[[ INPUT open ]]

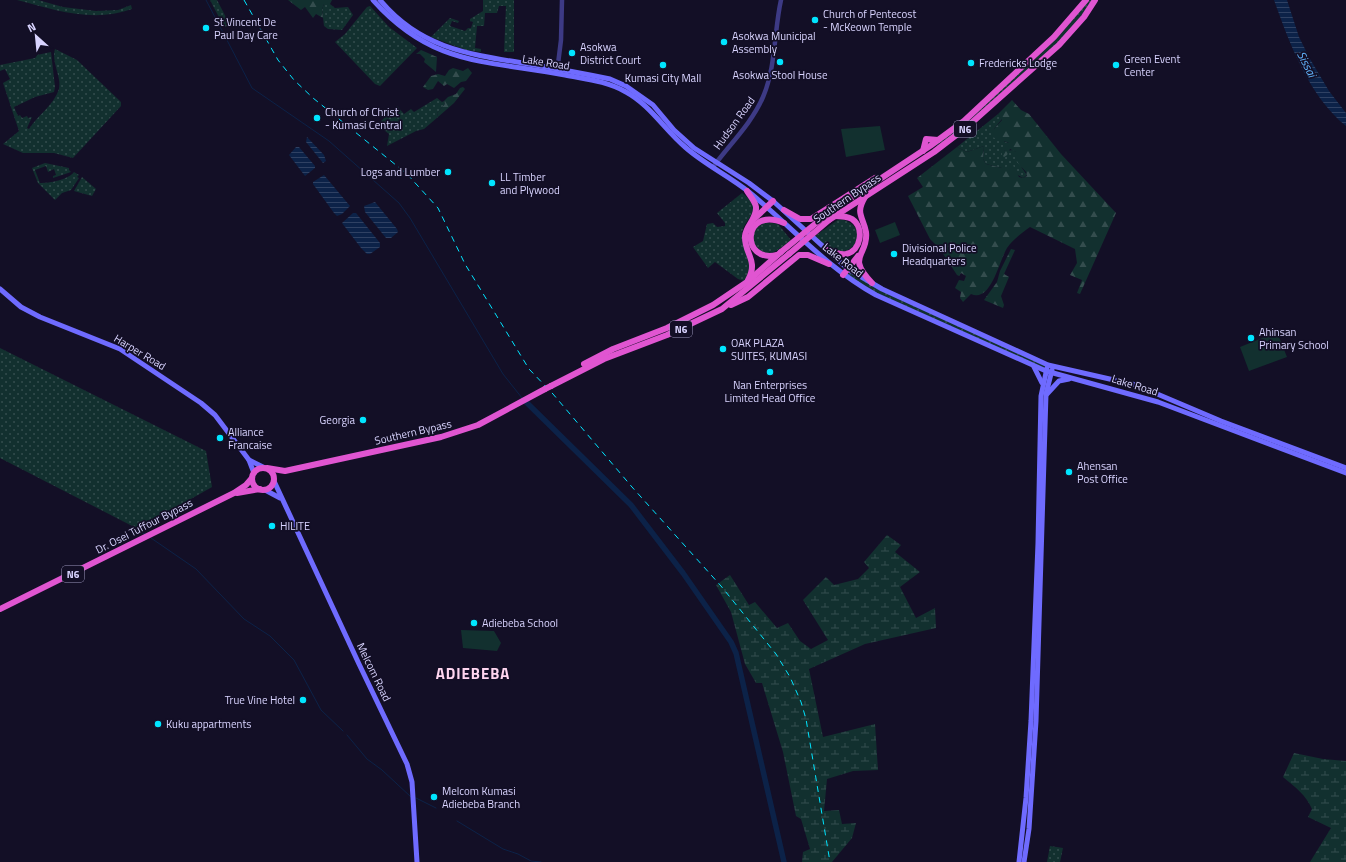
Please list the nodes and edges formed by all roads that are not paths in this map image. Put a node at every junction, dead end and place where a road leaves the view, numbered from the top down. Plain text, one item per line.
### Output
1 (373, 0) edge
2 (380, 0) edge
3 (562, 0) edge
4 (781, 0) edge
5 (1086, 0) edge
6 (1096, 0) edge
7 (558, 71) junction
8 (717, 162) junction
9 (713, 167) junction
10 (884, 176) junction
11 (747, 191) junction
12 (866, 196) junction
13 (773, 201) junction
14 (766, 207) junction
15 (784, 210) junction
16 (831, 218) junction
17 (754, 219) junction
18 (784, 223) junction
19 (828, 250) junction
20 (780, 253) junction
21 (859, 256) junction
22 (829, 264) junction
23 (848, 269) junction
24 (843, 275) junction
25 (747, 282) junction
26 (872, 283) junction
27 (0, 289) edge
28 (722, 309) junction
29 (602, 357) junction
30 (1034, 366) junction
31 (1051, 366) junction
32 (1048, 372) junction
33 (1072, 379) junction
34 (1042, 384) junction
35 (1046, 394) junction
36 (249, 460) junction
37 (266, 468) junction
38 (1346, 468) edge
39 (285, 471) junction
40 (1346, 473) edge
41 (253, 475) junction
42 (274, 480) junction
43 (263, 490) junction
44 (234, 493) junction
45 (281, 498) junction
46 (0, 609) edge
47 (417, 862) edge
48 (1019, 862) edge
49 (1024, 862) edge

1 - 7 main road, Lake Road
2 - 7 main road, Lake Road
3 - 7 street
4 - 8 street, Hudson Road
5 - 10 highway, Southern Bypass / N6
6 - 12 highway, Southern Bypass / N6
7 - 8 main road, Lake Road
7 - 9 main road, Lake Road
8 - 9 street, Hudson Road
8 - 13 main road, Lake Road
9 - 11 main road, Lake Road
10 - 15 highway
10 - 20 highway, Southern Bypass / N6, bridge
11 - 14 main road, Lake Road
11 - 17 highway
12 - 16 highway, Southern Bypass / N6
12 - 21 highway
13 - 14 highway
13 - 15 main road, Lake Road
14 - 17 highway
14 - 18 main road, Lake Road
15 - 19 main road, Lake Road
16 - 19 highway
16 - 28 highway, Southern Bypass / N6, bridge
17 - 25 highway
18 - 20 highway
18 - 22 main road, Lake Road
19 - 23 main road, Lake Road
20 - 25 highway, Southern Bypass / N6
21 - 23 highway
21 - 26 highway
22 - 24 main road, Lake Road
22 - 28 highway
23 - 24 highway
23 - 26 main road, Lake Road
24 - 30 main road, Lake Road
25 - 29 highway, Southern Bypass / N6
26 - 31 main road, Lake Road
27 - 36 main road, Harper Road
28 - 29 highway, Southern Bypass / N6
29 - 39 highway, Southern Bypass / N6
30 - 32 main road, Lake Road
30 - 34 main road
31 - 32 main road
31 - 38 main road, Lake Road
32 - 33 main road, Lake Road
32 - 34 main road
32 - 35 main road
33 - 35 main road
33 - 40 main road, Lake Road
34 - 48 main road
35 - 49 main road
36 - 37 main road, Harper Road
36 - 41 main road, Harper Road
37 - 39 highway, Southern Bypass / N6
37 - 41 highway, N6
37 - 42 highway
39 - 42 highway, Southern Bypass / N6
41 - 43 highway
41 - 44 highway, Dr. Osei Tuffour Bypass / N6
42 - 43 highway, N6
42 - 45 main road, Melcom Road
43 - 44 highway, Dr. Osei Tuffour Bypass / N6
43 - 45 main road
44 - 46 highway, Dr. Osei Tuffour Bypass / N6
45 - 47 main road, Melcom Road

[[ INPUT closed ]]

» **TASK GOAL**:
Your task is to copy each line of the entries that includes the word "Melcom".

» **RESPONSE TO THE TASK**:
42 - 45 main road, Melcom Road
45 - 47 main road, Melcom Road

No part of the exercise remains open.